DIRECTIONS FOR THIS TASK:
Exactly the line that contains "wrist: (393, 659)" and the lines following it to the end of the data are to be reproduced, and nothing more.

● ● ●

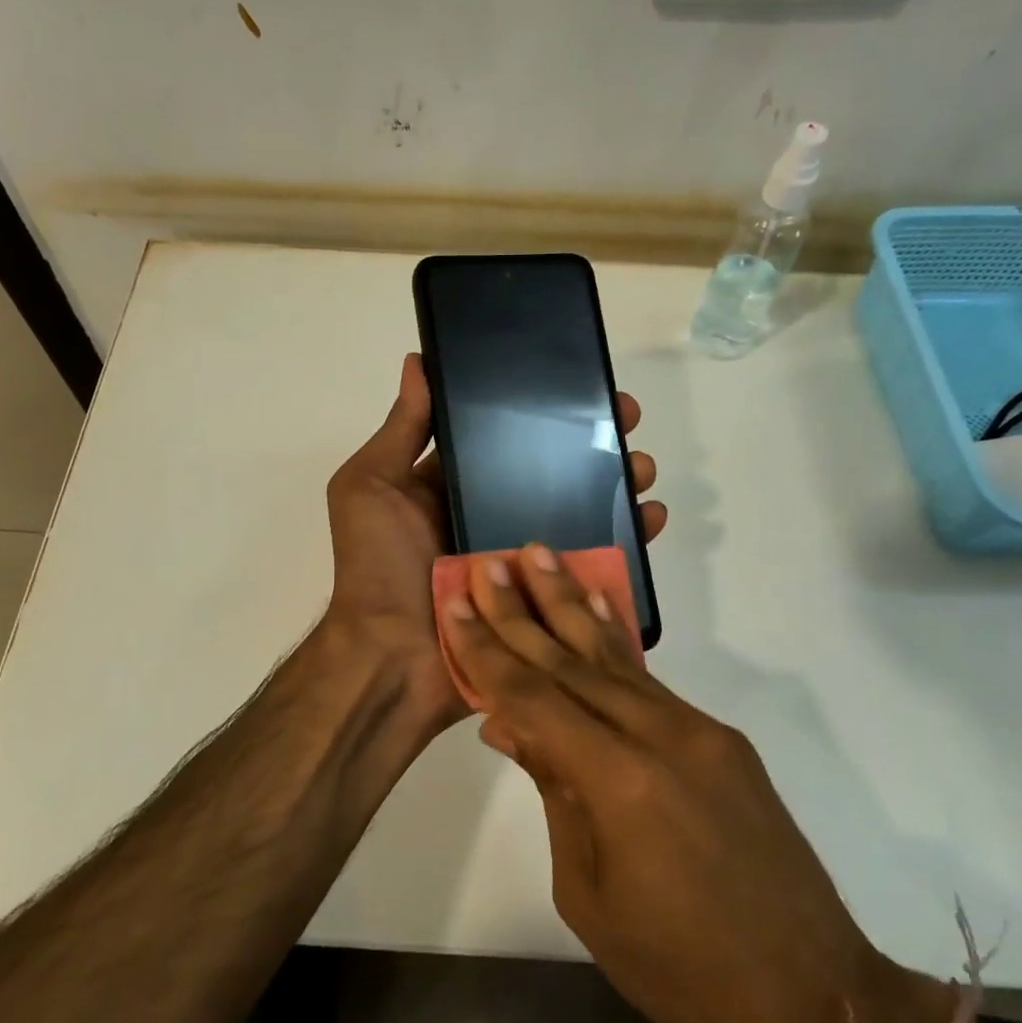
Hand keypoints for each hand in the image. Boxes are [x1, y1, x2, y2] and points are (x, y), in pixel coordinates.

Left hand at [323, 354, 666, 736]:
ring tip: (642, 469)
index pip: (504, 440)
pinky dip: (627, 542)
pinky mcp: (546, 599)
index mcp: (452, 490)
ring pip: (581, 514)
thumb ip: (400, 431)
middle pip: (552, 474)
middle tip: (626, 423)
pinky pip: (593, 565)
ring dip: (617, 487)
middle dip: (592, 445)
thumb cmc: (377, 567)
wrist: (393, 659)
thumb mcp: (370, 487)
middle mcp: (490, 519)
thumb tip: (419, 362)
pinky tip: (651, 518)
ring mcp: (522, 560)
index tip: (579, 388)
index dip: (540, 414)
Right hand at [438, 548, 935, 1022]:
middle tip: (490, 562)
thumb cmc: (680, 969)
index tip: (457, 604)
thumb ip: (554, 792)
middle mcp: (660, 735)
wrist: (812, 998)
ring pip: (616, 658)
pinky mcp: (722, 739)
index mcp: (619, 781)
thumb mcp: (588, 892)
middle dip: (523, 611)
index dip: (489, 650)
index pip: (534, 697)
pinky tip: (596, 610)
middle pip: (572, 662)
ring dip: (572, 605)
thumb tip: (512, 726)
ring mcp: (699, 731)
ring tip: (541, 557)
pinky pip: (651, 683)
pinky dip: (616, 643)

● ● ●

OUTPUT:
wrist: (393, 659)
thumb mcp: (370, 487)
middle mcp: (490, 519)
thumb tip: (419, 362)
pinky tip: (651, 518)
ring mcp: (522, 560)
index tip: (579, 388)
index dip: (540, 414)
Right hand at [438, 548, 935, 1022]:
middle tip: (490, 562)
thumb cmc: (680, 969)
index tip: (457, 604)
thumb ip: (554, 792)
middle mcp: (660, 735)
wrist: (812, 998)
ring pip: (616, 658)
pinky mcp: (722, 739)
index mcp: (619, 781)
thumb mcp: (588, 892)
middle dip: (523, 611)
index dip: (489, 650)
index pip: (534, 697)
pinky tip: (596, 610)
middle pip: (572, 662)
ring dip: (572, 605)
thumb tip: (512, 726)
ring mcp: (699, 731)
ring tip: (541, 557)
pinky pip: (651, 683)
pinky dip: (616, 643)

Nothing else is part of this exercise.